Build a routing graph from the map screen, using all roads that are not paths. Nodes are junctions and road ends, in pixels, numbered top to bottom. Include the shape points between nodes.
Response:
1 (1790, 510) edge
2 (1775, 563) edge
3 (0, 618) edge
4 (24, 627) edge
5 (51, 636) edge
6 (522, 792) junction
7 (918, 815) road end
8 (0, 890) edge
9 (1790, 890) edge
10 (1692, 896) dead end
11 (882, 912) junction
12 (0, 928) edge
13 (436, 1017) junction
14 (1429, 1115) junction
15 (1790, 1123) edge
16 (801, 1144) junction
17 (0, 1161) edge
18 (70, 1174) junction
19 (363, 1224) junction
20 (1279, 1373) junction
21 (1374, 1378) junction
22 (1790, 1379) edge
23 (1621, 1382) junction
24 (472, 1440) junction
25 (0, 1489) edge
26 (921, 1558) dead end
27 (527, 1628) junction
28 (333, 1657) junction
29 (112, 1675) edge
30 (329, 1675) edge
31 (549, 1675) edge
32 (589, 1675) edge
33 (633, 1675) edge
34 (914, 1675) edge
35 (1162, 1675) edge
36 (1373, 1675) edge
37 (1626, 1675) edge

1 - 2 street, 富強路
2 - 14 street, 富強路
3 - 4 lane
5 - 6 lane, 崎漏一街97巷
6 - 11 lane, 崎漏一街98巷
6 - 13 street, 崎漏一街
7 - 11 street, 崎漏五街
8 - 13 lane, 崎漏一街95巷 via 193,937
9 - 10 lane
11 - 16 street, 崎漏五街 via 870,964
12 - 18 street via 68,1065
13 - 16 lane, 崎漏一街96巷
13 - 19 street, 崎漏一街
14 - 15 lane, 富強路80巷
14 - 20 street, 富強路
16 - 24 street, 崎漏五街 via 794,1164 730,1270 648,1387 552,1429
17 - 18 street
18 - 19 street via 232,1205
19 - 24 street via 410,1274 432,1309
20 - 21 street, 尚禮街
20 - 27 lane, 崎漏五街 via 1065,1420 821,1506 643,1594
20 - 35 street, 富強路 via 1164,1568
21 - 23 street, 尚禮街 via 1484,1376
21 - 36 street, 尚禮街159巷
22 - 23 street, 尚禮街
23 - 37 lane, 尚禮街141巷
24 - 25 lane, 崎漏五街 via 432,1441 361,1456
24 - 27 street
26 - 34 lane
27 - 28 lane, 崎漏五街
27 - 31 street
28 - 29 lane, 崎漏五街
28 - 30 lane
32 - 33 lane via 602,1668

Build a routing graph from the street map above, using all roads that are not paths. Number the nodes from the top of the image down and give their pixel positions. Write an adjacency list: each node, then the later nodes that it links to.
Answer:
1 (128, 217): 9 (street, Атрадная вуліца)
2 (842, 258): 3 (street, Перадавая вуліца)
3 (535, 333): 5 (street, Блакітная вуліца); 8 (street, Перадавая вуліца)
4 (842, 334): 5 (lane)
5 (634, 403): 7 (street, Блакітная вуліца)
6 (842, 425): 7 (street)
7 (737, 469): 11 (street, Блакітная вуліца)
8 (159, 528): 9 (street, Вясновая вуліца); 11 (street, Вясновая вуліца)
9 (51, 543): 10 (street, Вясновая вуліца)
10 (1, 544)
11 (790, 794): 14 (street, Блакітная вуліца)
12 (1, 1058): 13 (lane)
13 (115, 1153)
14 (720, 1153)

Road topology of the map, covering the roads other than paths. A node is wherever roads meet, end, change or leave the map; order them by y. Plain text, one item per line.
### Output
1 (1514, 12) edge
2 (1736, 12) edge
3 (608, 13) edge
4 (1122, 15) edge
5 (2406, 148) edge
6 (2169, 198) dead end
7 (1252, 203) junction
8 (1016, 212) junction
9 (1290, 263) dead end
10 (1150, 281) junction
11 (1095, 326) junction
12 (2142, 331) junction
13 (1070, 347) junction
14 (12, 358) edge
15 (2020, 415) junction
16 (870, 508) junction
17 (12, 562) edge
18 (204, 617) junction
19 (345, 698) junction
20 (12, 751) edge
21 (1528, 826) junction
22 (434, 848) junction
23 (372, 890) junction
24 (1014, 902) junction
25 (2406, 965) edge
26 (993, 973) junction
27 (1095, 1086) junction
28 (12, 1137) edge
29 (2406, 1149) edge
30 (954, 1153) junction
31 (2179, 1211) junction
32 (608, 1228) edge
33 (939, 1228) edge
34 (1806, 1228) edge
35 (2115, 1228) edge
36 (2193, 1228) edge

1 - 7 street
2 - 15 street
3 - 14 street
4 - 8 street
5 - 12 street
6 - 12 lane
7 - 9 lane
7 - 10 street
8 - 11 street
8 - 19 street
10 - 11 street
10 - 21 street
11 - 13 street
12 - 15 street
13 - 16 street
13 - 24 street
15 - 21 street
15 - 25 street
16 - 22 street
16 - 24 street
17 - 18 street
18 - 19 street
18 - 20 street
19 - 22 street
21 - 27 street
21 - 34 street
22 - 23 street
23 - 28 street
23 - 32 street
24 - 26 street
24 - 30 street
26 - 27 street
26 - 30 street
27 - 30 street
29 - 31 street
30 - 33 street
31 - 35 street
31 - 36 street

────────────────────

### [Work instructions]
Please retype all of the lines above exactly as they stand.

### [Exercise answer]
Build a routing graph from the map screen, using all roads that are not paths. Nodes are junctions and road ends, in pixels, numbered top to bottom. Include the shape points between nodes.
Response:
1 (1790, 510) edge
2 (1775, 563) edge
3 (0, 618) edge
4 (24, 627) edge
5 (51, 636) edge
6 (522, 792) junction
7 (918, 815) road end
8 (0, 890) edge
9 (1790, 890) edge
10 (1692, 896) dead end
11 (882, 912) junction
12 (0, 928) edge
13 (436, 1017) junction
14 (1429, 1115) junction
15 (1790, 1123) edge
16 (801, 1144) junction
17 (0, 1161) edge
18 (70, 1174) junction
19 (363, 1224) junction
20 (1279, 1373) junction
21 (1374, 1378) junction
22 (1790, 1379) edge
23 (1621, 1382) junction
24 (472, 1440) junction
25 (0, 1489) edge
26 (921, 1558) dead end
27 (527, 1628) junction
28 (333, 1657) junction
29 (112, 1675) edge
30 (329, 1675) edge
31 (549, 1675) edge
32 (589, 1675) edge
33 (633, 1675) edge
34 (914, 1675) edge
35 (1162, 1675) edge
36 (1373, 1675) edge
37 (1626, 1675) edge

1 - 2 street, 富強路
2 - 14 street, 富強路
3 - 4 lane
5 - 6 lane, 崎漏一街97巷
6 - 11 lane, 崎漏一街98巷
6 - 13 street, 崎漏一街
7 - 11 street, 崎漏五街
8 - 13 lane, 崎漏一街95巷 via 193,937
9 - 10 lane
11 - 16 street, 崎漏五街 via 870,964
12 - 18 street via 68,1065
13 - 16 lane, 崎漏一街96巷
13 - 19 street, 崎漏一街
14 - 15 lane, 富強路80巷
14 - 20 street, 富強路
16 - 24 street, 崎漏五街 via 794,1164 730,1270 648,1387 552,1429
17 - 18 street
18 - 19 street via 232,1205
19 - 24 street via 410,1274 432,1309
20 - 21 street, 尚禮街
20 - 27 lane, 崎漏五街 via 1065,1420 821,1506 643,1594
20 - 35 street, 富強路 via 1164,1568
21 - 23 street, 尚禮街 via 1484,1376
21 - 36 street, 尚禮街159巷
22 - 23 street, 尚禮街
23 - 37 lane, 尚禮街141巷
24 - 25 lane, 崎漏五街 via 432,1441 361,1456
24 - 27 street
26 - 34 lane
27 - 28 lane, 崎漏五街
27 - 31 street
28 - 29 lane, 崎漏五街
28 - 30 lane
32 - 33 lane via 602,1668

Build a routing graph from the street map above, using all roads that are not paths. Number the nodes from the top of the image down and give their pixel positions. Write an adjacency list: each node, then the later nodes that it links to.
Answer:
1 (128, 217): 9 (street, Атрадная вуліца)
2 (842, 258): 3 (street, Перадавая вуліца)
3 (535, 333): 5 (street, Блакітная вуліца); 8 (street, Перадавая вуліца)
4 (842, 334): 5 (lane)
5 (634, 403): 7 (street, Блакітная вуліца)
6 (842, 425): 7 (street)
7 (737, 469): 11 (street, Блакітная вуліца)
8 (159, 528): 9 (street, Вясновая вуліца); 11 (street, Вясновая вуліца)
9 (51, 543): 10 (street, Вясновая вуліца)
10 (1, 544)
11 (790, 794): 14 (street, Блакітная вуліца)
12 (1, 1058): 13 (lane)
13 (115, 1153)
14 (720, 1153)

Road topology of the map, covering the roads other than paths. A node is wherever roads meet, end, change or leave the map; order them by y. Plain text, one item per line.
### Output
1 (1514, 12) edge
2 (1736, 12) edge
3 (608, 13) edge
4 (1122, 15) edge
5 (2406, 148) edge
6 (2169, 198) dead end
7 (1252, 203) junction
8 (1016, 212) junction
9 (1290, 263) dead end
10 (1150, 281) junction
11 (1095, 326) junction
12 (2142, 331) junction
13 (1070, 347) junction
14 (12, 358) edge
15 (2020, 415) junction
16 (870, 508) junction
17 (12, 562) edge
18 (204, 617) junction
19 (345, 698) junction
20 (12, 751) edge
21 (1528, 826) junction
22 (434, 848) junction
23 (372, 890) junction
24 (1014, 902) junction
25 (2406, 965) edge
26 (993, 973) junction
27 (1095, 1086) junction
28 (12, 1137) edge
29 (2406, 1149) edge
30 (954, 1153) junction
31 (2179, 1211) junction
32 (608, 1228) edge
33 (939, 1228) edge
34 (1806, 1228) edge
35 (2115, 1228) edge
36 (2193, 1228) edge

1 - 7 street
2 - 15 street
3 - 14 street
4 - 8 street
5 - 12 street
6 - 12 lane
7 - 9 lane
7 - 10 street
8 - 11 street
8 - 19 street
10 - 11 street
10 - 21 street
11 - 13 street
12 - 15 street
13 - 16 street
13 - 24 street
15 - 21 street
15 - 25 street
16 - 22 street
16 - 24 street
17 - 18 street
18 - 19 street
18 - 20 street
19 - 22 street
21 - 27 street
21 - 34 street
22 - 23 street
23 - 28 street
23 - 32 street
24 - 26 street
24 - 30 street
26 - 27 street
26 - 30 street
27 - 30 street
29 - 31 street
30 - 33 street
31 - 35 street
31 - 36 street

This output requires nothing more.